• _BRIEF_:
From the first line to the last, print the data exactly as written.

• _Items listed in a dataset_:
──────────
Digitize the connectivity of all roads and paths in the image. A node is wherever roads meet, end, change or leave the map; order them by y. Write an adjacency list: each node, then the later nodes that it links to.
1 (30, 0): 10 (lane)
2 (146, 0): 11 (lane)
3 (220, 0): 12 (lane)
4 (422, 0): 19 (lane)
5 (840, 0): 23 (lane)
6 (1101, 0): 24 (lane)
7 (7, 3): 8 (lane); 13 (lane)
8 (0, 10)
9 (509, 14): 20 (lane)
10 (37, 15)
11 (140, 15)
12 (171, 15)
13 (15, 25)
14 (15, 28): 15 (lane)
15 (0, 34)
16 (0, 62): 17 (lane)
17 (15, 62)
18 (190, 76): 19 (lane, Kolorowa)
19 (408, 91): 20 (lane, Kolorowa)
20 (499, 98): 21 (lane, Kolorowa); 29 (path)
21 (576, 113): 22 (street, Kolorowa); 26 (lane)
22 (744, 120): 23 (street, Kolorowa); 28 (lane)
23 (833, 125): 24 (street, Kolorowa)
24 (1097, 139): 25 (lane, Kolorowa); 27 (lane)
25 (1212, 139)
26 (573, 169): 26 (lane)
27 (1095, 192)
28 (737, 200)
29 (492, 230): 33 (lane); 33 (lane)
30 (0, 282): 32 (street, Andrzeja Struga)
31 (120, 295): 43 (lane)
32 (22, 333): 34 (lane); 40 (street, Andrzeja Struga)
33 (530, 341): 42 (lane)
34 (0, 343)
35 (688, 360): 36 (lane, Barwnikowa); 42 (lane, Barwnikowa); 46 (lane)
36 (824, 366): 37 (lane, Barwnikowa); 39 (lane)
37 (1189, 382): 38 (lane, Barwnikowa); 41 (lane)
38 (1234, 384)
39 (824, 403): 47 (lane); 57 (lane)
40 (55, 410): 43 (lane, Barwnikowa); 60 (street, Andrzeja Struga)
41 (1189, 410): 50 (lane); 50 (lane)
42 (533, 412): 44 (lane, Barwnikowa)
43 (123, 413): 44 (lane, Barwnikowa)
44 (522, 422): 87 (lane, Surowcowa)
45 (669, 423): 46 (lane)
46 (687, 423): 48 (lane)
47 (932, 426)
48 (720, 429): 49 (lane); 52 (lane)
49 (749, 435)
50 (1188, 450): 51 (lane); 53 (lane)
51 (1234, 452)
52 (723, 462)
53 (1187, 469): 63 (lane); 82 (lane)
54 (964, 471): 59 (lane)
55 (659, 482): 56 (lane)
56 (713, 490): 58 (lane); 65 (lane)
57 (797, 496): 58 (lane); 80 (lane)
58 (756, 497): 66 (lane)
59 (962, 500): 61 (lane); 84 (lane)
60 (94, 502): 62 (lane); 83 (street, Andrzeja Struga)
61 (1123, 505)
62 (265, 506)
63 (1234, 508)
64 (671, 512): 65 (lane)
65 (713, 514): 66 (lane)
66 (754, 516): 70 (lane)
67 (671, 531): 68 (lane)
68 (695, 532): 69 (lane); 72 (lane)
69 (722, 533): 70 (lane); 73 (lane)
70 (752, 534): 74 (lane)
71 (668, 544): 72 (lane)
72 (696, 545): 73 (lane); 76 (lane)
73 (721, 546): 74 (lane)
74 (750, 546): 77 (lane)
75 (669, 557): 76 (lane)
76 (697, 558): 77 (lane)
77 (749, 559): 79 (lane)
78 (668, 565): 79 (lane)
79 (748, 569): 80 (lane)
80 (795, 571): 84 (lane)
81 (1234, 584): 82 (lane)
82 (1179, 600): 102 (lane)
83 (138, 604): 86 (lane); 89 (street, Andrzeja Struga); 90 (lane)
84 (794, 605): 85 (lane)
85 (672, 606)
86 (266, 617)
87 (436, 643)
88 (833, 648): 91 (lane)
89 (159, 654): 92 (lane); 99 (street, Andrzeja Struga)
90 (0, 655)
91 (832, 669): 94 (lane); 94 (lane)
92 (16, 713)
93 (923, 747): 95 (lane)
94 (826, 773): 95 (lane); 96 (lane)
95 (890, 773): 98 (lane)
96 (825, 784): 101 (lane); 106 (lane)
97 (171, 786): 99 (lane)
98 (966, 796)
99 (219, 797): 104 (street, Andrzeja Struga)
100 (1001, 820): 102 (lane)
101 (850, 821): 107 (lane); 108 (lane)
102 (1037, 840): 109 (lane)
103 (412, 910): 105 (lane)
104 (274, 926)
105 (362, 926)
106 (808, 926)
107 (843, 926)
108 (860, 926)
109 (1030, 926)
──────────
• _EXERCISE OUTPUT_:
Digitize the connectivity of all roads and paths in the image. A node is wherever roads meet, end, change or leave the map; order them by y. Write an adjacency list: each node, then the later nodes that it links to.
1 (30, 0): 10 (lane)
2 (146, 0): 11 (lane)
3 (220, 0): 12 (lane)
4 (422, 0): 19 (lane)
5 (840, 0): 23 (lane)
6 (1101, 0): 24 (lane)
7 (7, 3): 8 (lane); 13 (lane)
8 (0, 10)
9 (509, 14): 20 (lane)
10 (37, 15)
11 (140, 15)
12 (171, 15)
13 (15, 25)
14 (15, 28): 15 (lane)
15 (0, 34)
16 (0, 62): 17 (lane)
17 (15, 62)
18 (190, 76): 19 (lane, Kolorowa)
19 (408, 91): 20 (lane, Kolorowa)
20 (499, 98): 21 (lane, Kolorowa); 29 (path)
21 (576, 113): 22 (street, Kolorowa); 26 (lane)
22 (744, 120): 23 (street, Kolorowa); 28 (lane)
23 (833, 125): 24 (street, Kolorowa)
24 (1097, 139): 25 (lane, Kolorowa); 27 (lane)
25 (1212, 139)
26 (573, 169): 26 (lane)
27 (1095, 192)
28 (737, 200)
29 (492, 230): 33 (lane); 33 (lane)
30 (0, 282): 32 (street, Andrzeja Struga)
31 (120, 295): 43 (lane)
32 (22, 333): 34 (lane); 40 (street, Andrzeja Struga)
33 (530, 341): 42 (lane)
34 (0, 343)
35 (688, 360): 36 (lane, Barwnikowa); 42 (lane, Barwnikowa); 46 (lane)
36 (824, 366): 37 (lane, Barwnikowa); 39 (lane)
37 (1189, 382): 38 (lane, Barwnikowa); 41 (lane)
38 (1234, 384)
39 (824, 403): 47 (lane); 57 (lane)
40 (55, 410): 43 (lane, Barwnikowa); 60 (street, Andrzeja Struga)
41 (1189, 410): 50 (lane); 50 (lane)
42 (533, 412): 44 (lane, Barwnikowa)
43 (123, 413): 44 (lane, Barwnikowa)
44 (522, 422): 87 (lane, Surowcowa)
45 (669, 423): 46 (lane)
46 (687, 423): 48 (lane)
47 (932, 426)
48 (720, 429): 49 (lane); 52 (lane)
49 (749, 435)
50 (1188, 450): 51 (lane); 53 (lane)
51 (1234, 452)
52 (723, 462)
53 (1187, 469): 63 (lane); 82 (lane)
54 (964, 471): 59 (lane)
55 (659, 482): 56 (lane)
56 (713, 490): 58 (lane); 65 (lane)
57 (797, 496): 58 (lane); 80 (lane)
58 (756, 497): 66 (lane)
59 (962, 500): 61 (lane); 84 (lane)
60 (94, 502): 62 (lane); 83 (street, Andrzeja Struga)
61 (1123, 505)
62 (265, 506)
63 (1234, 508)
64 (671, 512): 65 (lane)
65 (713, 514): 66 (lane)
66 (754, 516): 70 (lane)
67 (671, 531): 68 (lane)
68 (695, 532): 69 (lane); 72 (lane)
69 (722, 533): 70 (lane); 73 (lane)
70 (752, 534): 74 (lane)
71 (668, 544): 72 (lane)
72 (696, 545): 73 (lane); 76 (lane)
73 (721, 546): 74 (lane)
74 (750, 546): 77 (lane)
75 (669, 557): 76 (lane)
76 (697, 558): 77 (lane)
77 (749, 559): 79 (lane)
78 (668, 565): 79 (lane)
79 (748, 569): 80 (lane)
80 (795, 571): 84 (lane)
81 (1234, 584): 82 (lane)
82 (1179, 600): 102 (lane)
83 (138, 604): 86 (lane); 89 (street, Andrzeja Struga); 90 (lane)
84 (794, 605): 85 (lane)
85 (672, 606)
86 (266, 617)
87 (436, 643)
88 (833, 648): 91 (lane)
89 (159, 654): 92 (lane); 99 (street, Andrzeja Struga)
90 (0, 655)
91 (832, 669): 94 (lane); 94 (lane)
92 (16, 713)
93 (923, 747): 95 (lane)
94 (826, 773): 95 (lane); 96 (lane)
95 (890, 773): 98 (lane)
96 (825, 784): 101 (lane); 106 (lane)
97 (171, 786): 99 (lane)
98 (966, 796)
99 (219, 797): 104 (street, Andrzeja Struga)
100 (1001, 820): 102 (lane)
101 (850, 821): 107 (lane); 108 (lane)
102 (1037, 840): 109 (lane)
103 (412, 910): 105 (lane)
104 (274, 926)
105 (362, 926)
106 (808, 926)
107 (843, 926)
108 (860, 926)
109 (1030, 926)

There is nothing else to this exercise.